There is no surprise in the cursory findings of your "study". If we take Howard Gardners research of "areas of giftedness" into account, the basics of the education system embrace two or three at best (of eight or nine possible). Artistic talents are barely recognized by the pre-college education system. Most recently, Gardner has been researching whether there is a brain center accountable for Spiritual Giftedness, which is the potential number nine. Can you imagine a world where the basis of education honored and appreciated every person's special talents? Can you imagine Spirituality as subject matter in the schools? Unfortunately, it still requires a LOT of imagination... but I think it's a great goal!

My Master of Arts degree from Seattle University is in Spirituality Studies. I experienced studying spirituality in an ecumenical context at the post college level. It is a little stretch for me to imagine "a world where the basis of education honored and appreciated every person's special talents"....and "Spirituality (...is...) subject matter in the schools" at the pre-college level. What, in practical terms, would an educational system where "spirituality" not "religion" is the foundation look like in the pre-college educational system in America?

Perhaps you should see how many of the doodle for google people attend art schools....

That is an idea that did not occur to me when I was having fun checking the high schools against the list. But are there U. S. high schools that specialize in fine art?

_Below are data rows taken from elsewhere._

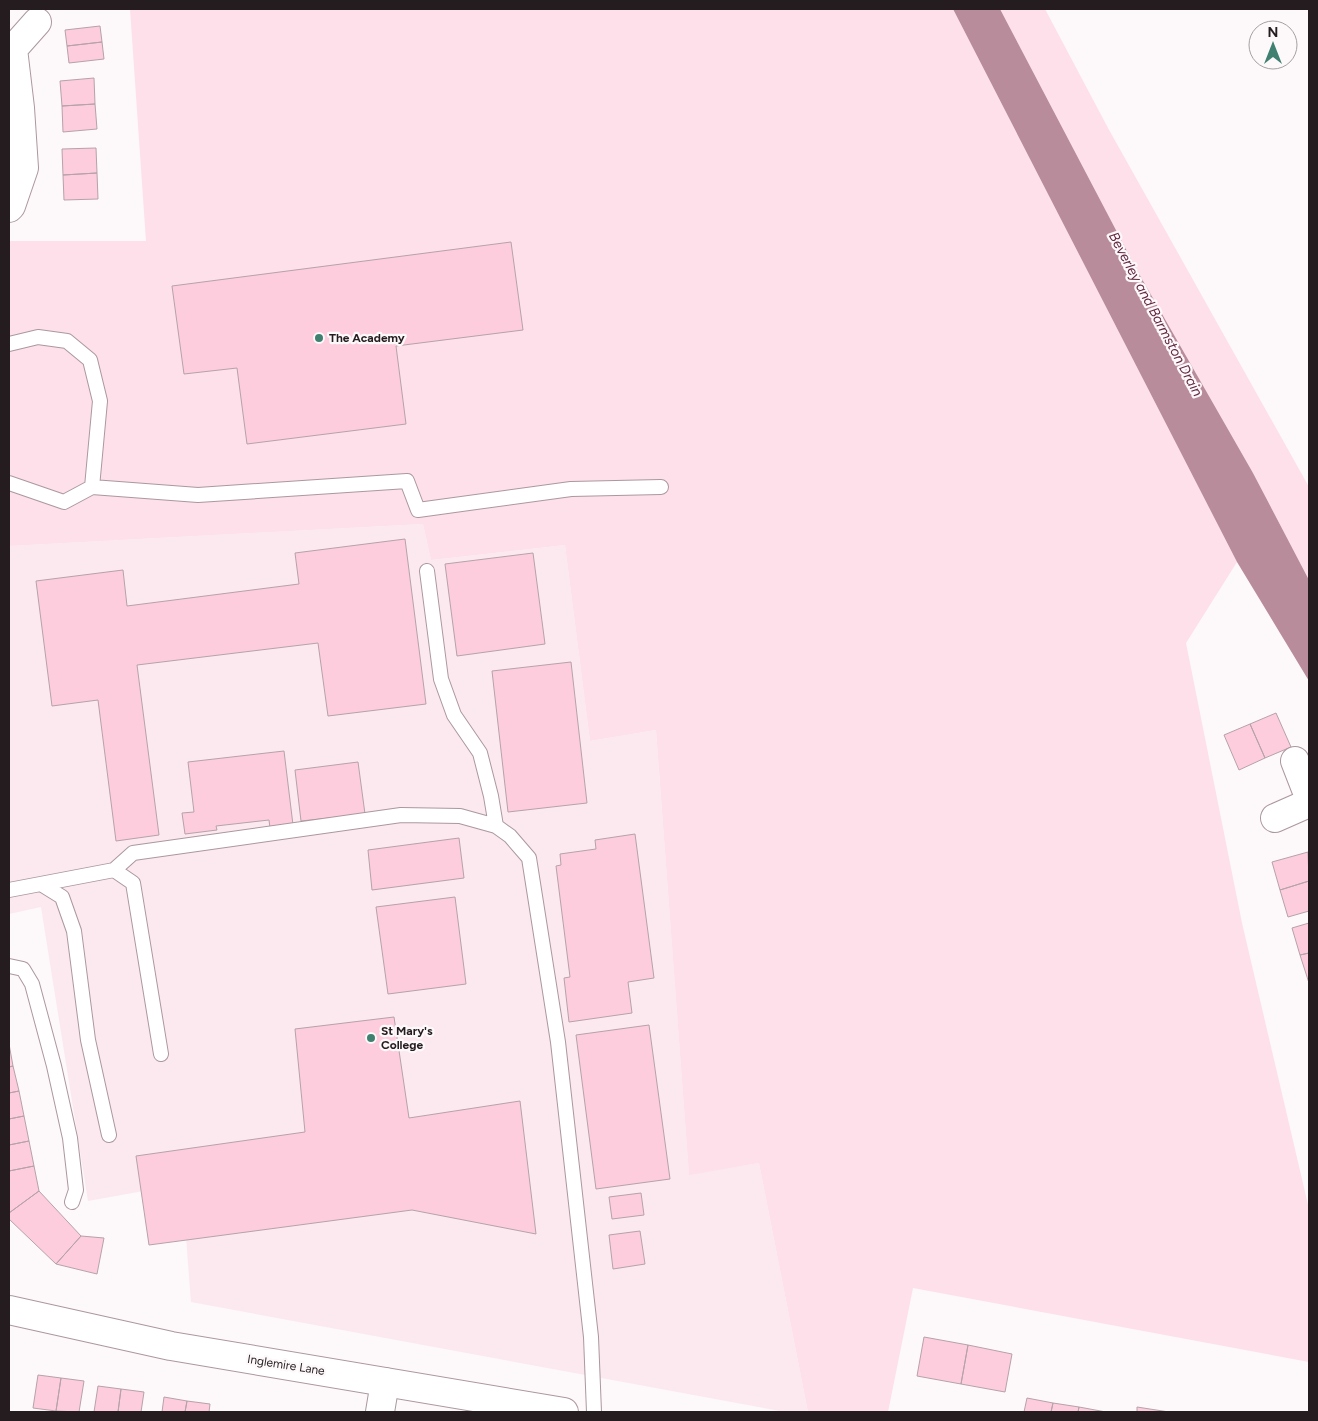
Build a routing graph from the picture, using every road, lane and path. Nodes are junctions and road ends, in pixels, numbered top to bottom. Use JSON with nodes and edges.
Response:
{"nodes":[{"id":1,"x":38,"y":22,"type":"dead end"},
{"id":2,"x":11,"y":48,"type":"edge"},
{"id":3,"x":9,"y":208,"type":"edge"},
{"id":4,"x":9,"y":344,"type":"edge"},
{"id":5,"x":9,"y":483,"type":"edge"},
{"id":6,"x":92,"y":487,"type":"junction"},
{"id":7,"x":661,"y":487,"type":"dead end"},
{"id":8,"x":427,"y":571,"type":"dead end"},
{"id":9,"x":1295,"y":761,"type":"dead end"},
{"id":10,"x":1309,"y":798,"type":"edge"},
{"id":11,"x":1309,"y":803,"type":"edge"},
{"id":12,"x":1275,"y":818,"type":"dead end"},
{"id":13,"x":496,"y":826,"type":"junction"},
{"id":14,"x":114,"y":870,"type":"junction"},
{"id":15,"x":41,"y":884,"type":"junction"},
{"id":16,"x":9,"y":890,"type":"edge"},
{"id":17,"x":9,"y":966,"type":"edge"},
{"id":18,"x":161,"y":1054,"type":"dead end"},
{"id":19,"x":109,"y":1135,"type":"dead end"},
{"id":20,"x":72,"y":1202,"type":"dead end"},
{"id":21,"x":9,"y":1310,"type":"edge"},
{"id":22,"x":385,"y":1382,"type":"junction"},
{"id":23,"x":380,"y":1412,"type":"edge"},
{"id":24,"x":564,"y":1412,"type":"edge"},
{"id":25,"x":594,"y":1412,"type":"edge"}],
"edges":[{"from":1,"to":2,"type":"street"},
{"from":2,"to":3,"type":"street"},
{"from":4,"to":6,"type":"lane"},
{"from":5,"to":6,"type":"lane"},
{"from":6,"to":7,"type":"lane"},
{"from":8,"to":13,"type":"lane"},
{"from":9,"to":10,"type":"street"},
{"from":11,"to":12,"type":"street"},
{"from":13,"to":14,"type":"lane"},
{"from":13,"to":25,"type":"lane"},
{"from":14,"to":15,"type":"lane"},
{"from":14,"to":18,"type":"lane"},
{"from":15,"to":16,"type":"lane"},
{"from":15,"to":19,"type":"lane"},
{"from":17,"to":20,"type":"lane"},
{"from":21,"to":22,"type":"street","name":"Inglemire Lane"},
{"from":22,"to":23,"type":"street"},
{"from":22,"to":24,"type":"street","name":"Inglemire Lane"}]}
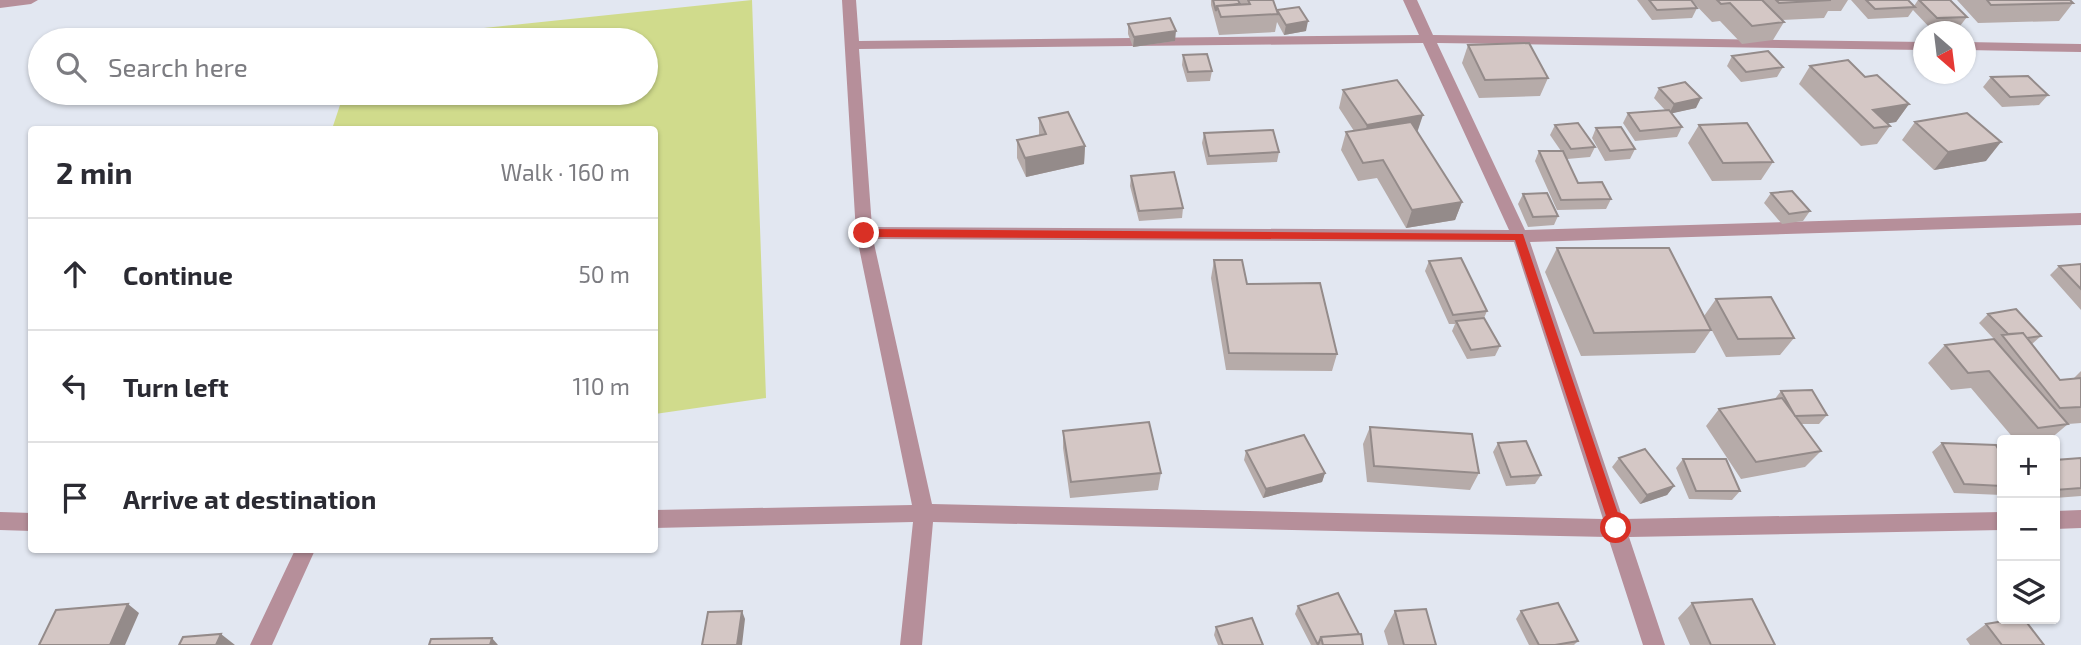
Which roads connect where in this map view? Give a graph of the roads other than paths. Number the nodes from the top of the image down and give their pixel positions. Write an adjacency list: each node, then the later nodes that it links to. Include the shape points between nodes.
1 (32, 0): 4 (street)
2 (849, 0): 6 (street)
3 (1410, 0): 5 (street)
4 (0, 4)
5 (1429, 39): 6 (street); 7 (street); 12 (street)
6 (852, 45): 11 (street)
7 (1913, 46)
8 (1976, 46): 9 (street)
9 (2081, 48)
10 (2081, 219): 12 (street)
11 (864, 233): 12 (street); 13 (street)
12 (1520, 236): 20 (street)
13 (924, 513): 14 (street); 20 (street); 23 (street)
14 (658, 519)
15 (2081, 519): 17 (street)
16 (1997, 520): 20 (street)
17 (2060, 520)
18 (0, 521): 19 (street)
19 (28, 522)
20 (1616, 528): 24 (street)
21 (304, 553): 22 (street)
22 (261, 645)
23 (911, 645)
24 (1654, 645)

Near home, Marysville offers the Marysville Arts and Technology High School. For those who find disadvantages in the enormous districts, the advantages gleam in programs like these. I read that south of Seattle, one of the districts offers a High School with dance, radio broadcasting and art as its focus. They are magnet programs, often with application processes and waiting lists.

How can a spirituality focused curriculum be designed for the early grades and high schools? And how is spirituality present or absent in pre-college schools in the US today? Are there programs like Seeds of Compassion geared towards students and their teachers common? Lots of questions. Pick your choice.

As far as curriculum design is concerned, I work with the Learning Improvement Team in our High School. The "school" does choose a program that attempts to create an atmosphere of positive interaction, in all ways, parent/student/teacher/administration. I haven't assessed these programs, but the Team seemed to find the one based on "Love and Logic" to be the highest caliber.
If we could change just ONE thing, and know that it would make a world of difference, I would choose teacher education. If the teachers were introduced to and supported in their own "perfection", valued for their individuality, loved and listened to... then they were taught about Gardner's facets of giftedness, nudged in ways to recognize, utilize, and value the gifts of each unique student, the snowball effect would be phenomenal!
Upon this base, and starting at the earliest age, times of silence for contemplation, sharing of diversity, and reflection upon the value of each unique child in all program areas would definitely result in "spirituality"... a sense of Oneness, and overall unconditional love.